Un pájaro nacido en una jaula cree que volar es una enfermedad

Este artículo ha sido verificado y aprobado por Sergio De Dios González el 1 junio, 2018
Cristina Medina Gomez · 11 abril, 2016

Un pájaro nace para ser libre por lo que, si se ve encerrado dentro de una jaula, sentirá como se limita toda su esencia a una mínima parte: es como si se le cortaran las alas y con ellas una de las cosas que más le caracteriza, la posibilidad de volar. La cita del título pertenece a Alejandro Jodorowsky y va a servirnos para ver como con las personas puede ocurrir algo parecido.

Metafóricamente, vivir dentro de la jaula como un pájaro encerrado no permite tener una perspectiva amplia de lo que se puede llegar a experimentar: hay gente que se conforma con lo que ya tiene, con lo que se cree segura y no permite explorar otros campos llenos de experiencias nuevas. Esto no es negativo si solo le influye a ese pájaro y si es por voluntad propia: el problema llega cuando el pájaro cree que el resto, a veces compañeros, se equivocan al volar

“El ruiseñor se niega a anidar en la jaula, para que la esclavitud no sea el destino de su cría”.

-Khalil Gibran-

Un pájaro que se queda en la jaula aun con la puerta abierta

De la misma manera que un pájaro, los seres humanos hemos nacido para guiar nuestros pasos hacia donde queremos ir, de una forma libre y autónoma. Sin embargo por diferentes motivos, como podrían ser la educación o la influencia social, existen personas que, llegada una determinada edad, se estacionan en su llamada “zona de confort” y no son capaces a salir de ella, aun empujándoles a lograrlo.

Mujer con pájaro rojo en hombro

Esta “zona de confort” tiene que ver con lo que les es familiar y con lo que les hace sentir protegidos, donde la rutina y lo que ya tienen establecido actúa prácticamente en su lugar. De hecho, lo que en algunas ocasiones ocurre es que les cuesta mucho trabajo “escapar” de los patrones de conducta y de los valores adquiridos, haciéndoles sentir incómodos con los que son diferentes a los suyos.

Dado que somos libres, ningún pájaro está forzado a salir de su jaula y echar a volar; pero, tampoco ninguno está obligado a quedarse: la tolerancia de comprender estilos de vida distintos a la de uno mismo es un comportamiento beneficioso para mantener las relaciones personales.
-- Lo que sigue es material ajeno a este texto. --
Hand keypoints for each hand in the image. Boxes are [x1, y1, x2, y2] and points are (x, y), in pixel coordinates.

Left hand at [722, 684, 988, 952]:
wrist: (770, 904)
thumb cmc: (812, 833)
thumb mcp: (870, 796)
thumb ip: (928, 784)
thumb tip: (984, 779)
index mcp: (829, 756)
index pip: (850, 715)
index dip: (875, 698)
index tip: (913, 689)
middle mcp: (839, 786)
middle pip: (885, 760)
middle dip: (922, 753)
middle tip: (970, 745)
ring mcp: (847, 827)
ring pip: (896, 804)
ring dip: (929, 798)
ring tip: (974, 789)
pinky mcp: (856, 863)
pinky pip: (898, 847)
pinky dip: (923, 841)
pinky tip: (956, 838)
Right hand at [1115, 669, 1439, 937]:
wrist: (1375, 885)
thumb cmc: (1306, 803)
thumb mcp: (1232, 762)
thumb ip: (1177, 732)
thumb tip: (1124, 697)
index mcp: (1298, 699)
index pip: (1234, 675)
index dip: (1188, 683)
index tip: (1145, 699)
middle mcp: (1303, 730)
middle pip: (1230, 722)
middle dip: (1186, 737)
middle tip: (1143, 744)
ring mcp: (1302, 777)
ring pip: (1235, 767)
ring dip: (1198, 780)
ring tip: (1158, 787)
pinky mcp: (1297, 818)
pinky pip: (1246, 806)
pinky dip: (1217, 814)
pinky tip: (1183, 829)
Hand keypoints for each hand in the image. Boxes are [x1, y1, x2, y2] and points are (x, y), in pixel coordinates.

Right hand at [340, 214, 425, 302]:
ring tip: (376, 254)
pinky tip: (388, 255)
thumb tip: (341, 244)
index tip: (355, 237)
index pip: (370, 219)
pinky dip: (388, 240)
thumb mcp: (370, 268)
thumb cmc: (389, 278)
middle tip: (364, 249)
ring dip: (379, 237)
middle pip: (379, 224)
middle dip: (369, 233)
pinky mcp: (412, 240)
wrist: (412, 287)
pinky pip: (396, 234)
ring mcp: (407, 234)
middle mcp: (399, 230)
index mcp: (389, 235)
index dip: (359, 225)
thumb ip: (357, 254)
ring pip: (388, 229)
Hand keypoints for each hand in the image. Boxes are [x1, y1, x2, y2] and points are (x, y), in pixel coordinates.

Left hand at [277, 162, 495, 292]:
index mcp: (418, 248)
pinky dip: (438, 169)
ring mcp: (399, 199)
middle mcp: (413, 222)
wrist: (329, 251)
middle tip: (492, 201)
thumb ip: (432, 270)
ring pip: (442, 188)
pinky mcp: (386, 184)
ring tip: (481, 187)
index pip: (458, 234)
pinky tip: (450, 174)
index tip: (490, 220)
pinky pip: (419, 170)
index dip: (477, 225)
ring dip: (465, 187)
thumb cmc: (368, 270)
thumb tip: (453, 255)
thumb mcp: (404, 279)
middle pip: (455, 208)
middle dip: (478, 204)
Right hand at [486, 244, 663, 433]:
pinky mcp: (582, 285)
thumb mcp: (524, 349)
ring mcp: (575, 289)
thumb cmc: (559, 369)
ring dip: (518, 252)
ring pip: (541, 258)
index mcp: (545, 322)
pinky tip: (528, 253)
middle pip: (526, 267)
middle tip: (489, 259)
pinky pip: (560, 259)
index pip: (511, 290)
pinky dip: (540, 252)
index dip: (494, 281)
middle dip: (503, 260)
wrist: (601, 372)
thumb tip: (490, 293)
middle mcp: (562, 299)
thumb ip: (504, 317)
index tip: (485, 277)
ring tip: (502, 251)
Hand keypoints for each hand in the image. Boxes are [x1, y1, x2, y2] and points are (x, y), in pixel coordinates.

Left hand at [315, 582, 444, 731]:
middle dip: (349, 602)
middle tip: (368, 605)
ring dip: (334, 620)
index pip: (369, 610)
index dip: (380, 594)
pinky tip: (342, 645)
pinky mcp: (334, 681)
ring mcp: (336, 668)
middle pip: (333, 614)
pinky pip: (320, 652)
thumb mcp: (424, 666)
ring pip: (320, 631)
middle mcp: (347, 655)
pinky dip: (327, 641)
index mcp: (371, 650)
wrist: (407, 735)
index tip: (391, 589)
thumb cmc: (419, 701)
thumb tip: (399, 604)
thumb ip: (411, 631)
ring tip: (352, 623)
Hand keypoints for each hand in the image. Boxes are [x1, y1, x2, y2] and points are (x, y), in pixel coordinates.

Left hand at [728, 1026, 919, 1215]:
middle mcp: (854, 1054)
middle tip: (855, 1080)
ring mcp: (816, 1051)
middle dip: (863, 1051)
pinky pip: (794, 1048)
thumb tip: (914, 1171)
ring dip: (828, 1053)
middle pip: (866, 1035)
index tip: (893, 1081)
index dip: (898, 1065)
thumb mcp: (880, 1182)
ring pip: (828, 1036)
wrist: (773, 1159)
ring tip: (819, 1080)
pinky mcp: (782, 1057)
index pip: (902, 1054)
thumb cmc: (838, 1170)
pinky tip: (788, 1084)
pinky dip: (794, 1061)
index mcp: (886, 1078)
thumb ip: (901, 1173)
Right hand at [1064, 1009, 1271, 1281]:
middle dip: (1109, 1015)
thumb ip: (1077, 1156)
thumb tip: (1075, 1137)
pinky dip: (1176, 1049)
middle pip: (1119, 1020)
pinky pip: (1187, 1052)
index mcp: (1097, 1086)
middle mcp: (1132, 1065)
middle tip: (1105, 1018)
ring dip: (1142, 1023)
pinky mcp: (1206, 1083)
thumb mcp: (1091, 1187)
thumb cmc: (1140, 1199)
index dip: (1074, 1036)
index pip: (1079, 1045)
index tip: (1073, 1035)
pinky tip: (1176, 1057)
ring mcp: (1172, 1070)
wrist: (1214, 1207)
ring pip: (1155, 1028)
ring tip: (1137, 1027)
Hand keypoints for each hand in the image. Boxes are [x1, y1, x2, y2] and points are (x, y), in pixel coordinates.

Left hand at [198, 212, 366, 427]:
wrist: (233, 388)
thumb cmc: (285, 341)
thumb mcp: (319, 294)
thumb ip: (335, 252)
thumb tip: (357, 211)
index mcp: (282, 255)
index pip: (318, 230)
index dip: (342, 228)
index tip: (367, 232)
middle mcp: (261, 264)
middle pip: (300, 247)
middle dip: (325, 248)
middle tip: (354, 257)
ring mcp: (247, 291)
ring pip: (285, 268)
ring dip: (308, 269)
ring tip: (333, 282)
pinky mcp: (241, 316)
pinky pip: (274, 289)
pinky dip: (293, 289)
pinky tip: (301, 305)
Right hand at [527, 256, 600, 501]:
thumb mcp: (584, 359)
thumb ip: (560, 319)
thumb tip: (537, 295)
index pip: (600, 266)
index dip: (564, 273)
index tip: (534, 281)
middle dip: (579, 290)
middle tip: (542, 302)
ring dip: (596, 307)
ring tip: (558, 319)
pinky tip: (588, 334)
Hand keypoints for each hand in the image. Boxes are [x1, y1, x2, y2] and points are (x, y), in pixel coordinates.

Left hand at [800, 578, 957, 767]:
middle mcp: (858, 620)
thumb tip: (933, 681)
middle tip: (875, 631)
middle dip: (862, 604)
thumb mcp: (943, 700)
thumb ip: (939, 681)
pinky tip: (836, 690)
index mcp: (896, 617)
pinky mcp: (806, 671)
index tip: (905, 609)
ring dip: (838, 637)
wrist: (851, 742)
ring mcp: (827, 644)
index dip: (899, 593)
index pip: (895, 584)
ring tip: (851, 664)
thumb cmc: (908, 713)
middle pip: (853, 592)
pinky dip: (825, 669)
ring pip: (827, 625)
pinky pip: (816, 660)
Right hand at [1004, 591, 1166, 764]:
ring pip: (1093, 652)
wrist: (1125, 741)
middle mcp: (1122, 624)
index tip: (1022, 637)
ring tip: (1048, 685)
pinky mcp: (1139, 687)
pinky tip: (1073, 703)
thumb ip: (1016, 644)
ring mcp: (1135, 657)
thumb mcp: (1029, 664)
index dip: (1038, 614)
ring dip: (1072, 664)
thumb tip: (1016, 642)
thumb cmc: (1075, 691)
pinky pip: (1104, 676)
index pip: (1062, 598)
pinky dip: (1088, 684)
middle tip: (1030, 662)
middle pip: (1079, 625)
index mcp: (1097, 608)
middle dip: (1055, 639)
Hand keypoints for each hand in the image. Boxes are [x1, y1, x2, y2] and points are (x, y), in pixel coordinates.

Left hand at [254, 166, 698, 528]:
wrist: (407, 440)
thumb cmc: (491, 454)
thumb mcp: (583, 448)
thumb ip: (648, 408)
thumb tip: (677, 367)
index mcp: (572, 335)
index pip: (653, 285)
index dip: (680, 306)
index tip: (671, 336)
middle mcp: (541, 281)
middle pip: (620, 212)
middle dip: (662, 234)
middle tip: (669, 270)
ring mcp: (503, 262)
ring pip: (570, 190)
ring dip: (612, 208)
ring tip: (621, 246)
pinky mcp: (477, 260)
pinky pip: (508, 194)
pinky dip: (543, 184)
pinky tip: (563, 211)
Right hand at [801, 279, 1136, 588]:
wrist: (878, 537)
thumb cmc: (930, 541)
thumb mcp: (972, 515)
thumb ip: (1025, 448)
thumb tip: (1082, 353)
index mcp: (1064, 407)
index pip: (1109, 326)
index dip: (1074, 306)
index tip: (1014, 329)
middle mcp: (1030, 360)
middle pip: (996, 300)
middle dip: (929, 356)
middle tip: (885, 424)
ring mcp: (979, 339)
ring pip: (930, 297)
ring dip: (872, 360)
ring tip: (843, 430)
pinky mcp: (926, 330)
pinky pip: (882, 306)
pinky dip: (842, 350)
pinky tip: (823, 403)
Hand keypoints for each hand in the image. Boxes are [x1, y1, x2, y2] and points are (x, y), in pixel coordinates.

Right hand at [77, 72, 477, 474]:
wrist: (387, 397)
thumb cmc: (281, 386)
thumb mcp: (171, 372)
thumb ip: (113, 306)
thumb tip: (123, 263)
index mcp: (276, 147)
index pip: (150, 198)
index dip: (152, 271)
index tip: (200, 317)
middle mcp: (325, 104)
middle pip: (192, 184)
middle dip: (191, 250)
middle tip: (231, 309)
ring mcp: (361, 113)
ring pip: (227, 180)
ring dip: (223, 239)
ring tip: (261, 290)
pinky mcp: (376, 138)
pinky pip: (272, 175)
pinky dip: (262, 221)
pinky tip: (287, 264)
“El hombre es libre, tiene que ser libre. Su primera virtud, su gran hermosura, su gran amor es la libertad”.

-Juan Ramón Jiménez-

Dos ojos vendados ven más que una mente ciega

Uno de los personajes más conocidos a nivel mundial, Nelson Mandela, creía en la libertad de la mente por encima de todo: unos ojos vendados siempre podrán quitarse lo que les impide ver, pero una mente ciega lo tendrá mucho más complicado.

Mujer pájaros en el cabello

Aquellas personas que no somos capaces de vernos dentro de una jaula nos sentimos juzgados en muchas ocasiones por mentes poco flexibles: “estás loco”, “esa no es una forma adecuada de comportarte”, “lo que haces no está bien”, “¿qué dirán los demás de ti?”; son frases normales que escucha aquel que se atreve a volar.

Quien se encuentra dentro de la jaula no termina de comprender que el mundo está lleno de matices y de posibilidades. Quien no se cree pájaro, ancla sus sueños al suelo y a un círculo cerrado. Quien no cuestiona la capacidad de su vuelo, sí cuestiona que los demás vuelen y con ellos sus sueños.

La mente hay que encenderla, no llenarla

Si un pájaro tiene alas para volar, el ser humano tiene una mente que también le permite hacerlo. Sin embargo, la mente necesita que la encendamos constantemente, que le demos semillas que la ayuden a pensar y no que la llenemos de ideas preconcebidas.

Hay personas que actúan como un pájaro que lleva toda su vida en la jaula y teme saltar cuando le abren la puerta: no ve mal que sus compañeros vuelen, es solo que no se atreve a hacerlo él. Esto tiene una razón justificada y en este caso lo único que se necesita es atrevimiento y valor.“Sapere aude” que diría el filósofo Kant: atrévete a saber, conocer, a usar tu razón para lograrlo.

“La libertad asusta cuando se ha perdido la costumbre de utilizarla”.